The only real downside to the new weapon selection is being able to switch between them quickly. This is most notable mid-battle, as it becomes quite finicky hitting the touchpad and then selecting whichever weapon you want whilst ensuring Quill doesn’t get hurt. Being able to stick each weapon on the D-pad would’ve been so much simpler – albeit less involved.

Moss: Book II is equal parts action and puzzle-solving, every new area is one giant conundrum to explore and navigate with Polyarc squeezing a generous amount of variety into them. Much like the original, puzzles are environmental, generally tasking you with finding the right path without falling off the ledge and into a seemingly bottomless pit. Yet none of them is too taxing that you’d need a great deal of help as they rarely extend beyond the viewable landscape in front of you. This does aid the flow of Moss: Book II’s narrative yet lacks the satisfaction of completing a brain teaser.

Moss Book II

Moss: Book II’s real hook is in its ability to create an emotional bond with Quill, this little plucky mouse. The overall animation is excellent with Quill’s being exceptional. From the way she dodges an attack to the scuttling of her hind legs when she’s trying to climb a high ledge, Quill is alive more than any other VR character. She’ll also put a hand up for a random high-five or you can scratch her head – which she loves – providing delightful little moments in between all the action.

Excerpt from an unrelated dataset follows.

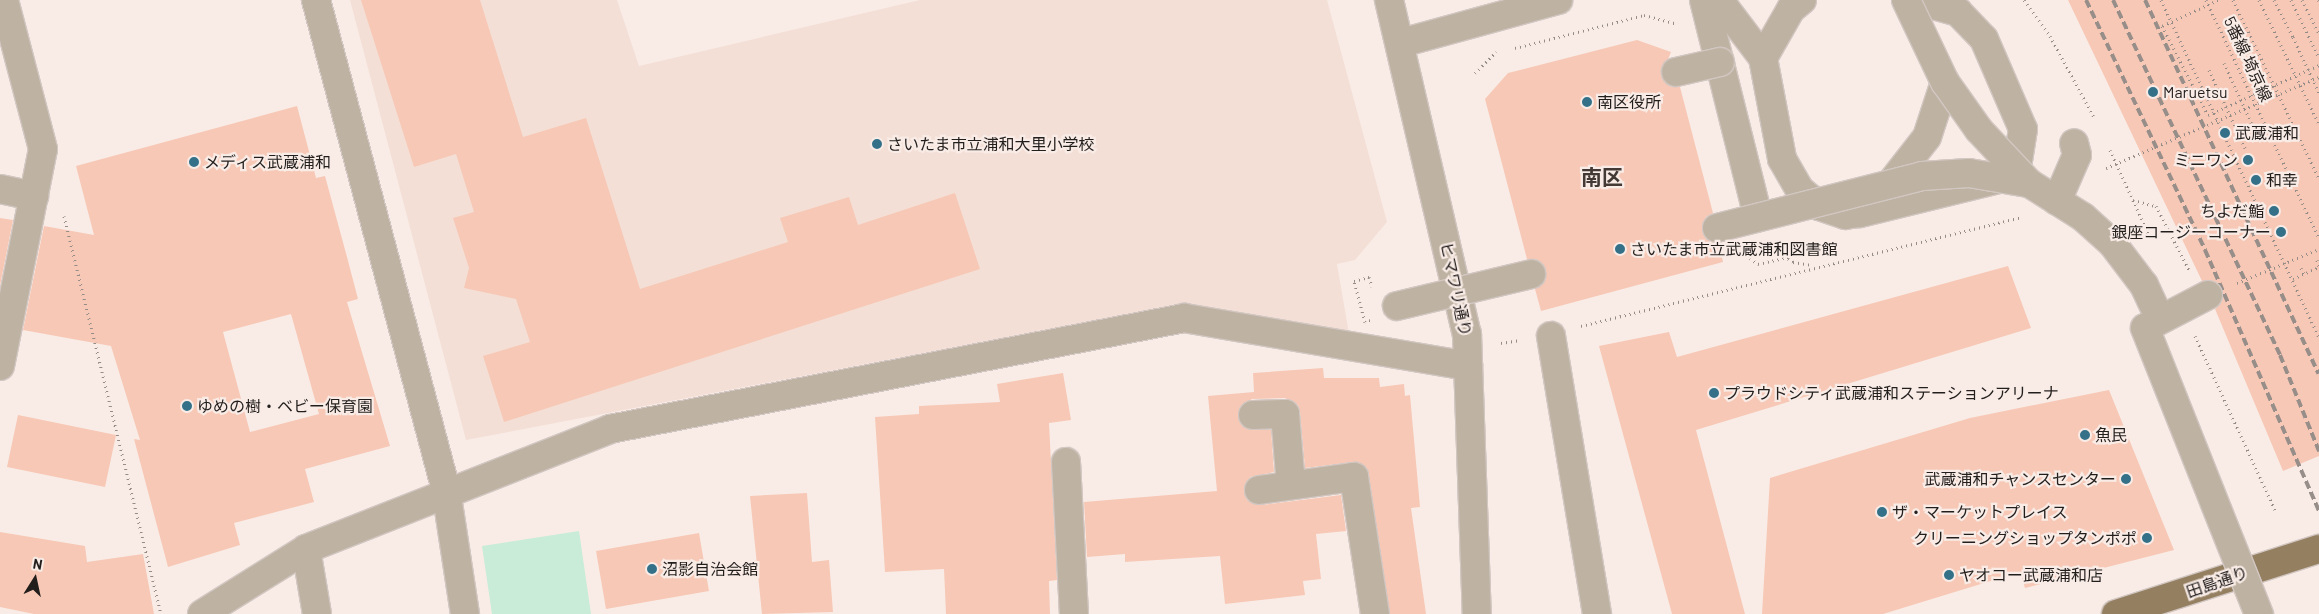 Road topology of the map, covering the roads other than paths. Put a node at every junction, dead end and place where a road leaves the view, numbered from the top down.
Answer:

In addition to the animation, all the levels are magnificent to look at, from huge sprawling vistas teasing castles in the background to tightly cramped underground environments, Moss: Book II is a visual feast. These are mainly 180-degree dioramas that encourage you to lean in and inspect them. You have to, in fact. There are scrolls to find and Relic Dust to collect, which you won’t spot by sitting back on the sofa all the time. Plus, it makes playing the game super comfortable as the camera remains static the entire time.

Alas, this does mean PlayStation VR tracking issues can come into play. Getting a closer inspection can make the environment a bit jittery and there were times when Quill was quite far away to comfortably lean in and activate an ability. Then there was always having to remember to keep the controller’s front light facing towards the camera. If not the blue orb that you control can drift and there was the odd occasion where Quill would miss her landing mark because of this.

Moss: Book II builds upon its forebear in so many ways making a hugely worthwhile sequel. Taking around 5-6 hours to complete without collecting everything Moss: Book II isn’t a huge VR game yet it’s a satisfying experience. Whilst not particularly difficult, stepping into Moss and teaming up with Quill is a delight once again, with polished gameplay, more interactivity and visuals you can’t help but soak in. The main problem really is that Moss: Book II ends a bit too soon, as you won’t want it to be over.